UPDATE: I have moved on (2012-02-02) After a short test run in November/December 2011 I finally migrated to Etherpad Lite which seems work much better for my set up. I usually have less than 100 unique users per week and the stability and availability is fine. EtherPad Lite uses less RAM and the CPU load is negligible.
Among mango
I have been hosting an collaborative document editing service using etherpad on mango.medeltiden.org since a couple of weeks after it was open sourced by google. I checked out the google code mercurial repository, made some minor fixes to make it work in my environment and since then it has been running 24/7 without any major problems.
Yesterday I decided to upgrade and install the new Debian packaged etherpad that has been on my to do list since forever.
Creating the package
After looking briefly at the Debian package available at etherpad.org I concluded that I needed to make some minor modifications to make the upgrade.
- I Forked the etherpad.org repository
- Created a Ubuntu-java6 branch in my fork, changed the debian package dependencies to support any java 6 version such as open-jdk in an Ubuntu environment.
- Found a couple of small bugs (1,2) in the Debian packaging
- Diffed my changes to the original source release to ensure that all fixes where covered in the etherpad.org version. (they were)
- Created a private git branch for mango that holds my theme changes and pushed that to a private gitolite hosted repository since it is of no general interest.
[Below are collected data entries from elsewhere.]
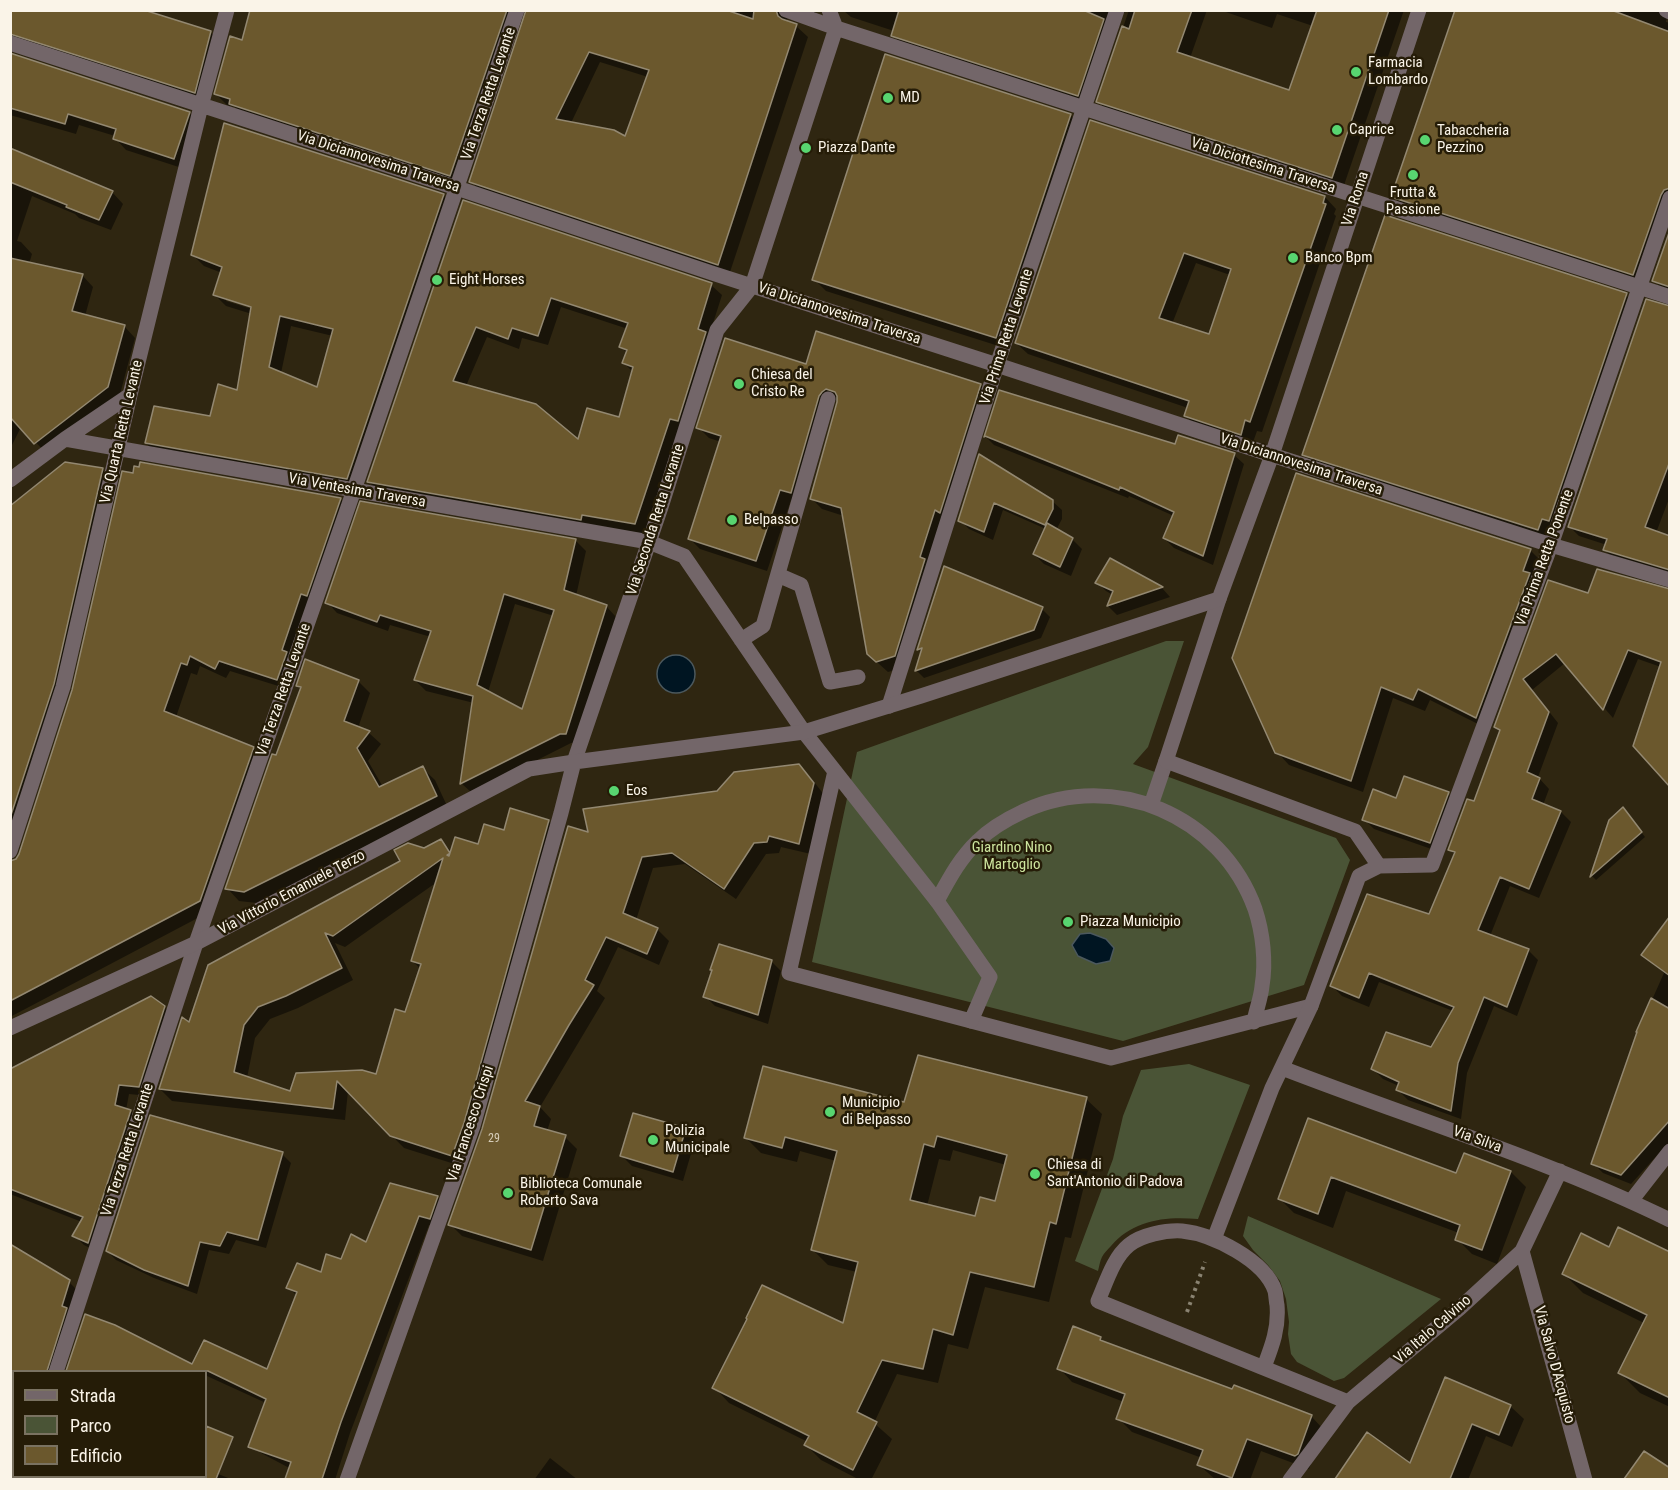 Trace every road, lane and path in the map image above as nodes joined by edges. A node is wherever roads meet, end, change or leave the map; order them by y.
1 (227, 10) edge
2 (517, 10) edge
3 (829, 10) edge
4 (1117, 10) edge
5 (1419, 10) edge
6 (793, 13) edge
7 (836, 28) junction
8 (10, 43) edge
9 (201, 106) junction
10 (1084, 108) junction
11 (457, 188) junction
12 (1357, 196) junction
13 (1670, 198) edge
14 (752, 286) junction
15 (1639, 288) junction
16 (1670, 297) edge
17 (997, 365) junction
18 (130, 395) junction
19 (828, 399) dead end
20 (64, 439) junction
21 (117, 449) junction
22 (1272, 455) junction
23 (10, 480) edge
24 (354, 490) junction
25 (649, 542) junction
26 (1551, 545) junction
27 (778, 575) junction
28 (1670, 580) edge
29 (1219, 599) junction
30 (741, 640) junction
31 (858, 677) dead end
32 (889, 706) junction
33 (804, 732) junction
34 (1166, 761) junction
35 (574, 762) junction
36 (836, 771) junction
37 (1151, 805) junction
38 (10, 851) edge
39 (1379, 866) junction
40 (937, 901) junction
41 (196, 943) junction
42 (1311, 1006) junction
43 (971, 1021) junction
44 (1254, 1022) junction
45 (10, 1028) edge
46 (1282, 1068) junction
47 (1670, 1151) edge
48 (1560, 1171) junction
49 (1631, 1201) junction
50 (1670, 1220) edge
51 (1214, 1239) junction
52 (1522, 1251) junction
53 (1179, 1333) junction
54 (1264, 1367) junction
55 (56, 1370) edge
56 (1348, 1402) junction
57 (347, 1479) edge
58 (1290, 1479) edge
59 (1585, 1479) edge

1 - 9 street, Via Quarta Retta Levante
2 - 11 street, Via Terza Retta Levante
3 - 7 street
4 - 10 street, Via Prima Retta Levante
5 - 12 street, Via Roma
6 - 7 street, Via Diciottesima Traversa
7 - 10 street, Via Diciottesima Traversa
7 - 14 street
8 - 9 street, Via Diciannovesima Traversa
9 - 11 street, Via Diciannovesima Traversa
9 - 18 street, Via Quarta Retta Levante
10 - 12 street, Via Diciottesima Traversa
10 - 17 street, Via Prima Retta Levante
11 - 14 street, Via Diciannovesima Traversa
11 - 24 street, Via Terza Retta Levante
12 - 15 street, Via Diciottesima Traversa
12 - 22 street, Via Roma
13 - 15 street, Via Prima Retta Ponente
14 - 17 street, Via Diciannovesima Traversa
14 - 25 street, Via Seconda Retta Levante
15 - 16 street, Via Diciottesima Traversa
15 - 26 street, Via Prima Retta Ponente
17 - 22 street, Via Diciannovesima Traversa
17 - 32 street, Via Prima Retta Levante
18 - 20 street
18 - 21 street, Via Quarta Retta Levante
19 - 27 street
20 - 21 street, Via Ventesima Traversa
20 - 23 street
21 - 24 street, Via Ventesima Traversa
21 - 38 street, Via Quarta Retta Levante
22 - 26 street, Via Diciannovesima Traversa
22 - 29 street, Via Roma
24 - 25 street, Via Ventesima Traversa
24 - 41 street, Via Terza Retta Levante
25 - 30 street, Via Ventesima Traversa
25 - 35 street, Via Seconda Retta Levante
26 - 28 street, Via Diciannovesima Traversa
26 - 39 street, Via Prima Retta Ponente
27 - 30 street
27 - 31 street
29 - 32 street, Via Vittorio Emanuele Terzo
29 - 34 street, Via Roma
30 - 33 street, Via Ventesima Traversa
32 - 33 street, Via Vittorio Emanuele Terzo
33 - 35 street, Via Vittorio Emanuele Terzo
33 - 36 street, Via Ventesima Traversa
34 - 37 street, Via Roma
34 - 39 street
35 - 41 street, Via Vittorio Emanuele Terzo
35 - 57 street, Via Francesco Crispi
36 - 40 street, Via Ventesima Traversa
36 - 43 street
37 - 40 street
37 - 44 street
39 - 42 street
40 - 43 street, Via Ventesima Traversa
41 - 45 street, Via Vittorio Emanuele Terzo
41 - 55 street, Via Terza Retta Levante
42 - 44 street
42 - 46 street
43 - 44 street
46 - 48 street, Via Silva
46 - 51 street
47 - 49 street
48 - 49 street, Via Silva
48 - 52 street, Via Italo Calvino
49 - 50 street, Via Silva
51 - 53 path
51 - 53 street
51 - 54 street
52 - 56 street, Via Italo Calvino
52 - 59 street, Via Salvo D'Acquisto
53 - 54 street
54 - 56 street
56 - 58 street, Via Italo Calvino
Thats it, easy and smooth.
For the love of Git(hub)
I can still get silly amazed how streamlined git and github can be. I never got this feeling with subversion while working with it daily for almost 8 years. Git never gets in the way and there is a trick for almost anything if you need it.
While Darcs and Mercurial also has their strengths Git feels like something that might be the revision control system v0.9 for me.
Future of mango/etherpad
While etherpad is a great tool and very stable it is a bit resource hungry, contains a bit too much of framework code which is largely unmaintained. I am looking forward to testing out and possibly contributing to projects like etherpad lite or something similar. Of course data migration also needs to be supported for the sake of DATALOVE and the power of kopimi. Also remember to hate the police.